With you~駆け抜けた時・高1 春&夏編~
グラウンドに着くと、既に来ていた石原監督と西キャプテンが、入って来た彼を見て驚いているから


「入部希望だそうです。」


と伝えると、ますます驚く。


「D組の大宮康浩です。よろしくお願いします。」


すると、大宮くんは、さっきの態度とは一転、直立で2人に挨拶して、一礼する。


「野球は、やってたのか?」


という監督の問いに


「はい、小学校4年からずっと。ポシションはセンタ-です。」


そうか、大宮くんは外野手か・・・。


「わかった。やる気があるなら、こちらは来る者は拒まず、と言いたいが、俺は精神論はあまり好きではないが、そんな制服の着方をする奴と一緒にはやりたくない。直せるか?」


「はい、わかりました。」


意外にも、素直に頷く大宮くん。


「よし。その返事の確認は木本に任せる。」


「はい。」


「じゃ、今日は見学していけ。明日から・・・。」


と言いかけた監督を遮るように


「ジャ-ジでよければ準備してます。今日からお願いします。」


という大宮くん。あれ、結構やる気あるじゃんって、少し見直すと


「そうか、ならやっていけ。

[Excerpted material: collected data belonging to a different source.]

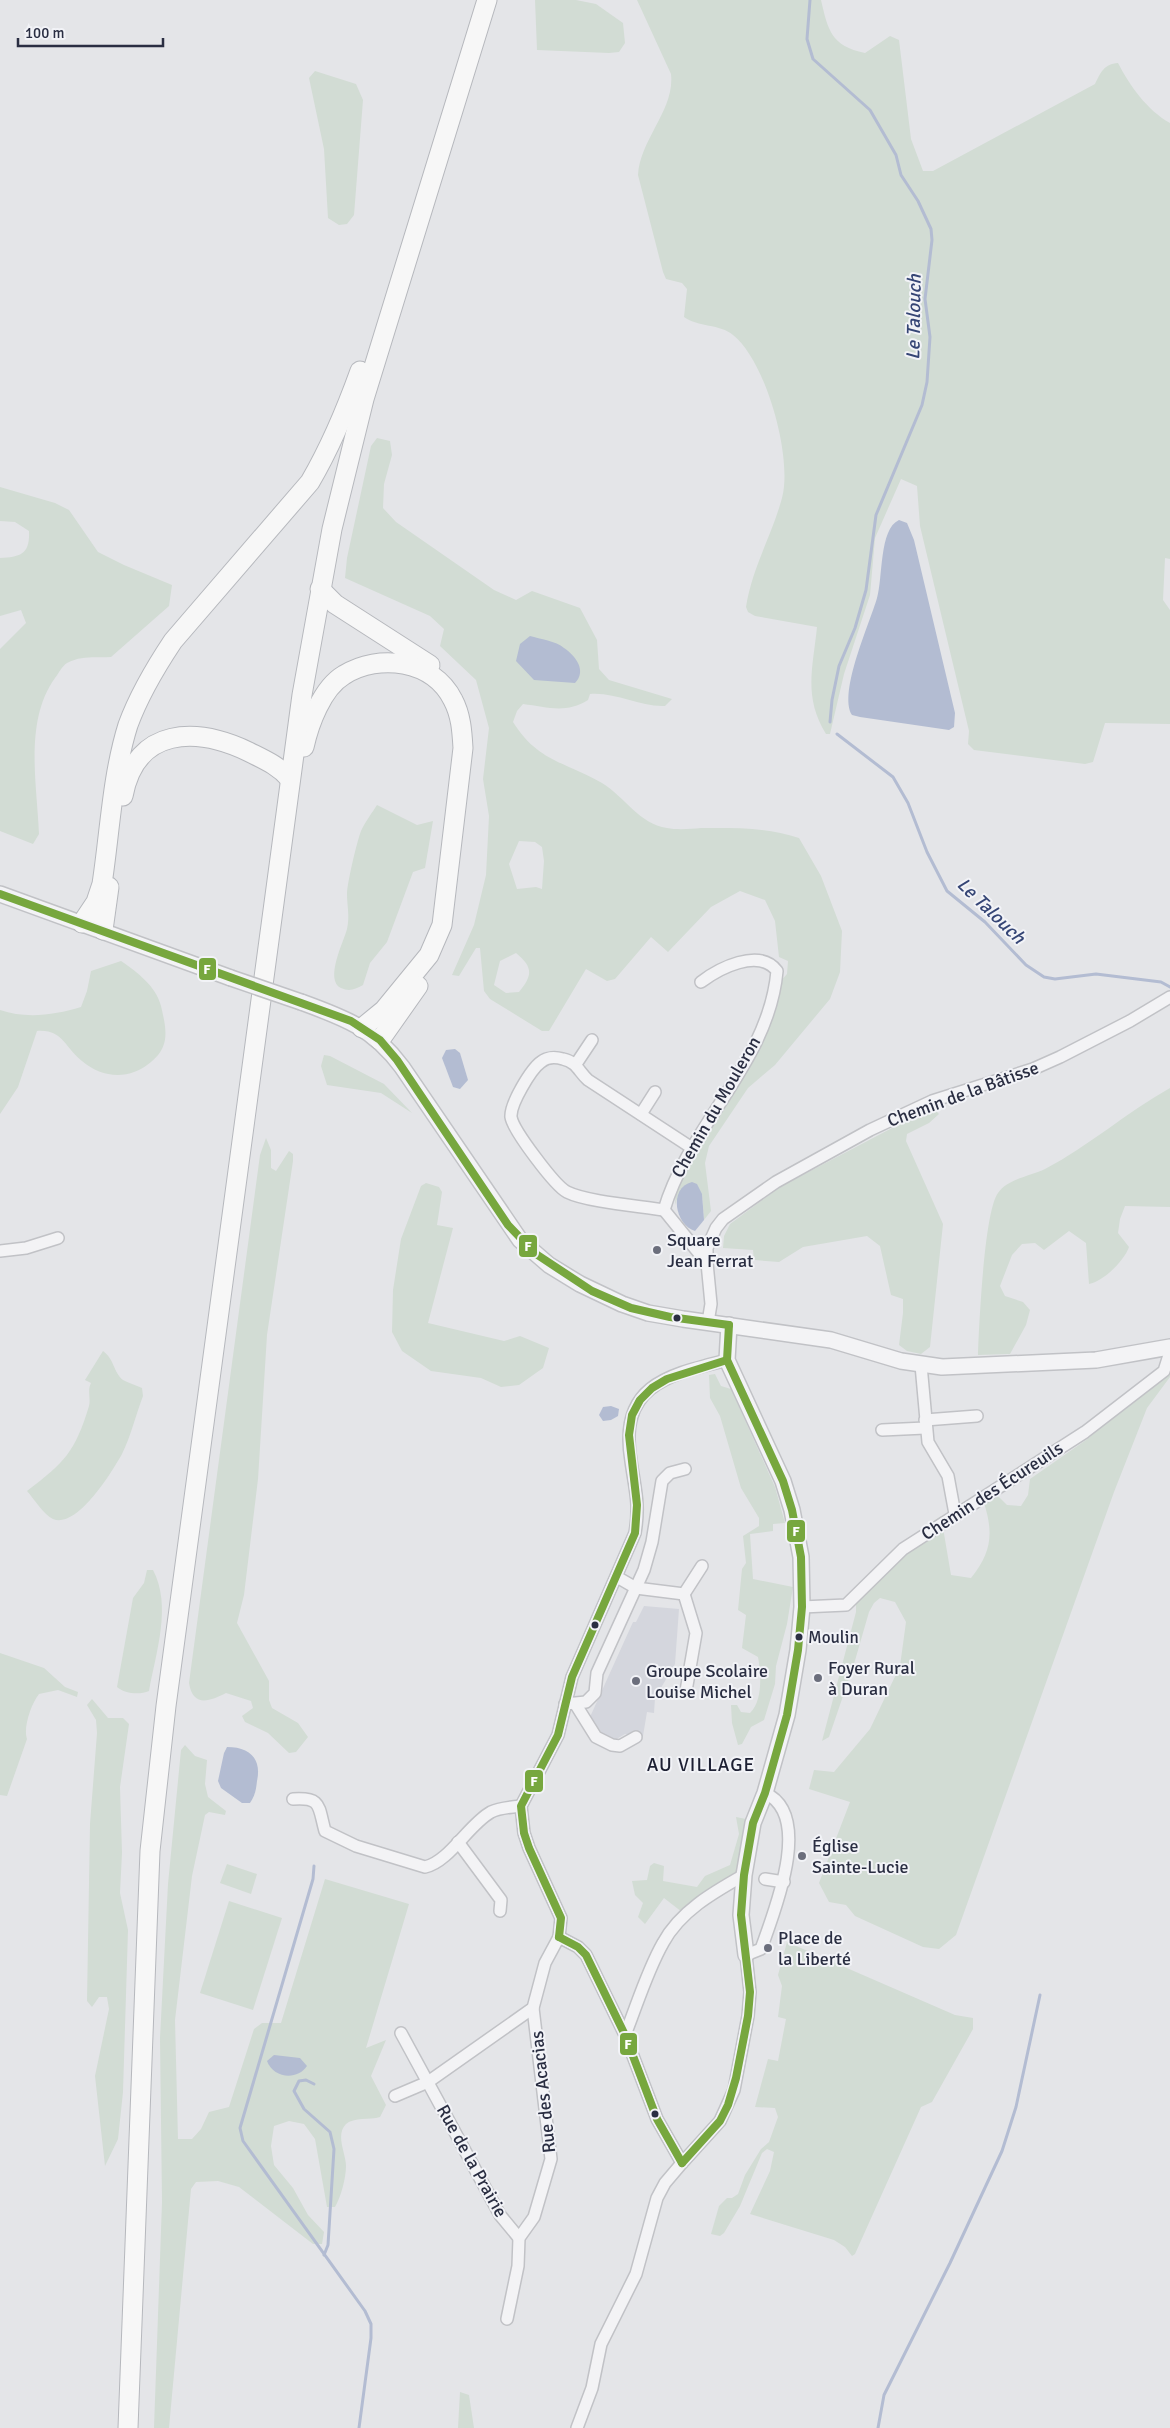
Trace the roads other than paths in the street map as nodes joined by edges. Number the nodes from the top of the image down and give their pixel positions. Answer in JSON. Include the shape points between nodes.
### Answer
{"nodes":[{"id":1,"x":487,"y":0,"type":"edge"},
{"id":2,"x":410,"y":248,"type":"junction"},
{"id":3,"x":320,"y":589,"type":"junction"},
{"id":4,"x":289,"y":787,"type":"junction"},
{"id":5,"x":0,"y":894,"type":"edge"},
{"id":6,"x":82,"y":923,"type":"junction"},
{"id":7,"x":103,"y":930,"type":"junction"},
{"id":8,"x":701,"y":982,"type":"dead end"},
{"id":9,"x":1170,"y":997,"type":"edge"},
{"id":10,"x":362,"y":1028,"type":"junction"},
{"id":11,"x":380,"y":1040,"type":"junction"},
{"id":12,"x":592,"y":1040,"type":"dead end"},
{"id":13,"x":576,"y":1064,"type":"junction"},
{"id":14,"x":655,"y":1092,"type":"dead end"},
{"id":15,"x":641,"y":1114,"type":"junction"},
{"id":16,"x":692,"y":1148,"type":"junction"},
{"id":17,"x":664,"y":1210,"type":"junction"},
{"id":18,"x":58,"y":1238,"type":"dead end"},
{"id":19,"x":0,"y":1251,"type":"edge"},
{"id":20,"x":706,"y":1263,"type":"junction"},
{"id":21,"x":708,"y":1322,"type":"junction"},
{"id":22,"x":729,"y":1325,"type":"junction"},
{"id":23,"x":1170,"y":1347,"type":"edge"},
{"id":24,"x":1170,"y":1352,"type":"edge"},
{"id":25,"x":727,"y":1360,"type":"junction"},
{"id":26,"x":921,"y":1365,"type":"junction"},
{"id":27,"x":977,"y":1416,"type":"dead end"},
{"id":28,"x":925,"y":1424,"type":"junction"},
{"id":29,"x":882,"y":1430,"type":"dead end"},
{"id":30,"x":685,"y":1469,"type":"dead end"},
{"id":31,"x":955,"y":1514,"type":"junction"},
{"id":32,"x":702,"y":1566,"type":"dead end"},
{"id":33,"x":617,"y":1577,"type":"junction"},
{"id":34,"x":636,"y":1588,"type":"junction"},
{"id":35,"x":684,"y":1594,"type":"junction"},
{"id":36,"x":802,"y":1607,"type":"junction"},
{"id":37,"x":686,"y":1692,"type":"dead end"},
{"id":38,"x":570,"y":1704,"type":"junction"},
{"id":39,"x":636,"y":1737,"type":"dead end"},
{"id":40,"x":765,"y":1793,"type":"junction"},
{"id":41,"x":293,"y":1799,"type":"dead end"},
{"id":42,"x":521,"y":1806,"type":"junction"},
{"id":43,"x":458,"y":1842,"type":"junction"},
{"id":44,"x":744,"y":1875,"type":"junction"},
{"id":45,"x":765,"y":1879,"type":"dead end"},
{"id":46,"x":784,"y":1882,"type":"junction"},
{"id":47,"x":500,"y":1912,"type":"dead end"},
{"id":48,"x":559,"y":1937,"type":"junction"},
{"id":49,"x":746,"y":1955,"type":"junction"},
{"id":50,"x":533,"y":2008,"type":"junction"},
{"id":51,"x":401,"y":2033,"type":"dead end"},
{"id":52,"x":625,"y":2035,"type":"junction"},
{"id":53,"x":428,"y":2082,"type":"junction"},
{"id":54,"x":395,"y":2096,"type":"dead end"},
{"id":55,"x":682,"y":2163,"type":"junction"},
{"id":56,"x":519,"y":2238,"type":"junction"},
{"id":57,"x":507,"y":2319,"type":"dead end"},
{"id":58,"x":128,"y":2428,"type":"edge"},
{"id":59,"x":577,"y":2428,"type":"edge"}],
"edges":[{"from":1,"to":2,"type":"highway"},
{"from":2,"to":3,"type":"highway","via":[[364,398]]},
{"from":2,"to":6,"type":"highway","via":[[396,267],[341,424],[327,453],[292,505],[173,641],[139,698],[120,759],[102,884],[96,902]]},
{"from":3,"to":4,"type":"highway"},
{"from":3,"to":11,"type":"highway","via":[[334,604],[446,676],[462,693],[470,713],[474,742],[453,917],[446,940],[435,963]]},
{"from":4,"to":7,"type":"highway","via":[[278,766],[208,736],[168,739],[146,752],[128,776]]},
{"from":4,"to":10,"type":"highway","via":[[298,779],[308,730],[322,699],[342,675],[370,662],[401,663],[438,679],[453,699],[462,723],[463,748],[442,925],[429,955],[384,1010]]},
{"from":4,"to":58,"type":"highway","via":[[166,1706],[150,1851]]},
{"from":5,"to":6,"type":"street"},
{"from":6,"to":7,"type":"street"},
{"from":7,"to":10,"type":"street","bridge":true,"via":[[301,1002]]},
{"from":8,"to":16,"type":"street","name":"Chemin du Mouleron","via":[[717,970],[740,962],[764,962],[777,970],[760,1032],[741,1070]]},
{"from":9,"to":20,"type":"street","name":"Chemin de la Bâtisse","via":[[1060,1057],[904,1113],[776,1182],[723,1219],[710,1238]]},
{"from":10,"to":11,"type":"street"},
{"from":11,"to":21,"type":"street","via":[[402,1067],[508,1226],[536,1254],[580,1284],[622,1304],[648,1313]]},
{"from":12,"to":13,"type":"street"},
{"from":13,"to":15,"type":"street","via":[[588,1080]]},
{"from":13,"to":17,"type":"street","via":[[557,1058],[540,1062],[514,1101],[511,1110],[513,1124],[553,1181],[568,1193]]},
{"from":14,"to":15,"type":"street"},
{"from":15,"to":16,"type":"street"},
{"from":16,"to":17,"type":"street","name":"Chemin du Mouleron","via":[[677,1173]]},
{"from":17,"to":20,"type":"street"},
{"from":18,"to":19,"type":"street","via":[[26,1248]]},
{"from":20,"to":21,"type":"street","via":[[711,1304]]},
{"from":21,"to":22,"type":"street"},
{"from":22,"to":25,"type":"street"},
{"from":22,"to":26,"type":"street","via":[[831,1340]]},
{"from":23,"to":26,"type":"street","via":[[1096,1360],[957,1368]]},
{"from":24,"to":31,"type":"street","name":"Chemin des Écureuils","via":[[1164,1371],[1085,1432]]},
{"from":25,"to":33,"type":"street","via":[[665,1378],[652,1386],[634,1411],[629,1446],[638,1494],[638,1513],[635,1533]]},
{"from":25,"to":36,"type":"street","via":[[769,1450],[792,1510],[801,1557]]},
{"from":26,"to":28,"type":"street"},
{"from":27,"to":28,"type":"street"},
{"from":28,"to":29,"type":"street"},
{"from":28,"to":31,"type":"street","via":[[932,1452],[948,1476]]},
{"from":30,"to":34,"type":"street","via":[[670,1473],[662,1481],[652,1542]]},
{"from":31,"to":36,"type":"street","name":"Chemin des Écureuils","via":[[903,1549],[846,1605]]},
{"from":32,"to":35,"type":"street"},
{"from":33,"to":34,"type":"street"},
{"from":33,"to":38,"type":"street","via":[[578,1661]]},
{"from":34,"to":35,"type":"street"},
{"from":34,"to":38,"type":"street","via":[[597,1673],[594,1693],[586,1702]]},
{"from":35,"to":37,"type":"street","via":[[696,1633]]},
{"from":36,"to":40,"type":"street","via":[[793,1688]]},
{"from":38,"to":39,"type":"street","via":[[600,1740],[620,1746]]},
{"from":38,"to":42,"type":"street","via":[[552,1748]]},
{"from":40,"to":44,"type":"street","via":[[753,1823]]},
{"from":40,"to":46,"type":"street","via":[[780,1802],[787,1824],[789,1842]]},
{"from":41,"to":43,"type":"street","via":[[309,1798],[314,1801],[325,1831],[356,1846],[421,1866],[437,1862]]},
{"from":42,"to":43,"type":"street","via":[[492,1812]]},
{"from":42,"to":48,"type":"street","via":[[529,1848],[561,1918]]},
{"from":43,"to":47,"type":"street","via":[[501,1900]]},
{"from":44,"to":49,"type":"street","via":[[741,1915]]},
{"from":44,"to":52,"type":"street","via":[[709,1895],[675,1926],[663,1942]]},
{"from":45,"to":46,"type":"street"},
{"from":46,"to":49,"type":"street","via":[[761,1949]]},
{"from":48,"to":50,"type":"street","via":[[545,1963]]},
{"from":48,"to":52,"type":"street","via":[[586,1955]]},
{"from":49,"to":55,"type":"street","via":[[750,1992],[734,2090],[720,2121]]},
{"from":50,"to":53,"type":"street"},
{"from":50,"to":56,"type":"street","name":"Rue des Acacias","via":[[551,2159],[534,2218]]},
{"from":51,"to":53,"type":"street","name":"Rue de la Prairie"},
{"from":52,"to":55,"type":"street","via":[[657,2119]]},
{"from":53,"to":54,"type":"street"},
{"from":53,"to":56,"type":"street","name":"Rue de la Prairie","via":[[500,2215]]},
{"from":55,"to":59,"type":"street","via":[[657,2198],[636,2274],[600,2344],[592,2388]]},
{"from":56,"to":57,"type":"street","via":[[518,2266]]}]}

木本、ユニホ-ム用意してやれ。」


監督も嬉しそうに、私に指示して来る。


「はい。じゃ、一緒に来て。」


私も初めて、こちらから大宮くんに声を掛けて、2人でグラウンドを離れる。


「見るからにチャラそうな奴ですが、アイツ丸刈り受け入れられるんですかね?」


「大丈夫だろ?そうじゃなきゃ、入部して来んだろう。」


心配そうなキャプテンに、監督が、そう言って笑ってたことには、当然2人とも気付いてはいなかった。